▶ [WORK INSTRUCTION]: All of the data below is to be printed again exactly.

'''

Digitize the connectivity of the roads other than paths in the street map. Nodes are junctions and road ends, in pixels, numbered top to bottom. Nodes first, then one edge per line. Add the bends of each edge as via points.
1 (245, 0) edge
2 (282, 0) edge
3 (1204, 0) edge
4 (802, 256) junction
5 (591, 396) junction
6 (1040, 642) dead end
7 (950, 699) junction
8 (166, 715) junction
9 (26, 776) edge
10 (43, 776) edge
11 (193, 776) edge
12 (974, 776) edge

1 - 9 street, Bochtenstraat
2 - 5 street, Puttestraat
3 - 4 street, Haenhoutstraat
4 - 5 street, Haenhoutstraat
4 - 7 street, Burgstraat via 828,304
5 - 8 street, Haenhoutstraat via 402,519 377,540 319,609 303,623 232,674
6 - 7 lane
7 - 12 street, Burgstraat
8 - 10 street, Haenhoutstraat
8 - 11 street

'''

▶ [TASK RESPONSE]:
Digitize the connectivity of the roads other than paths in the street map. Nodes are junctions and road ends, in pixels, numbered top to bottom. Nodes first, then one edge per line. Add the bends of each edge as via points.
1 (245, 0) edge
2 (282, 0) edge
3 (1204, 0) edge
4 (802, 256) junction
5 (591, 396) junction
6 (1040, 642) dead end
7 (950, 699) junction
8 (166, 715) junction
9 (26, 776) edge
10 (43, 776) edge
11 (193, 776) edge
12 (974, 776) edge

1 - 9 street, Bochtenstraat
2 - 5 street, Puttestraat
3 - 4 street, Haenhoutstraat
4 - 5 street, Haenhoutstraat
4 - 7 street, Burgstraat via 828,304
5 - 8 street, Haenhoutstraat via 402,519 377,540 319,609 303,623 232,674
6 - 7 lane
7 - 12 street, Burgstraat
8 - 10 street, Haenhoutstraat
8 - 11 street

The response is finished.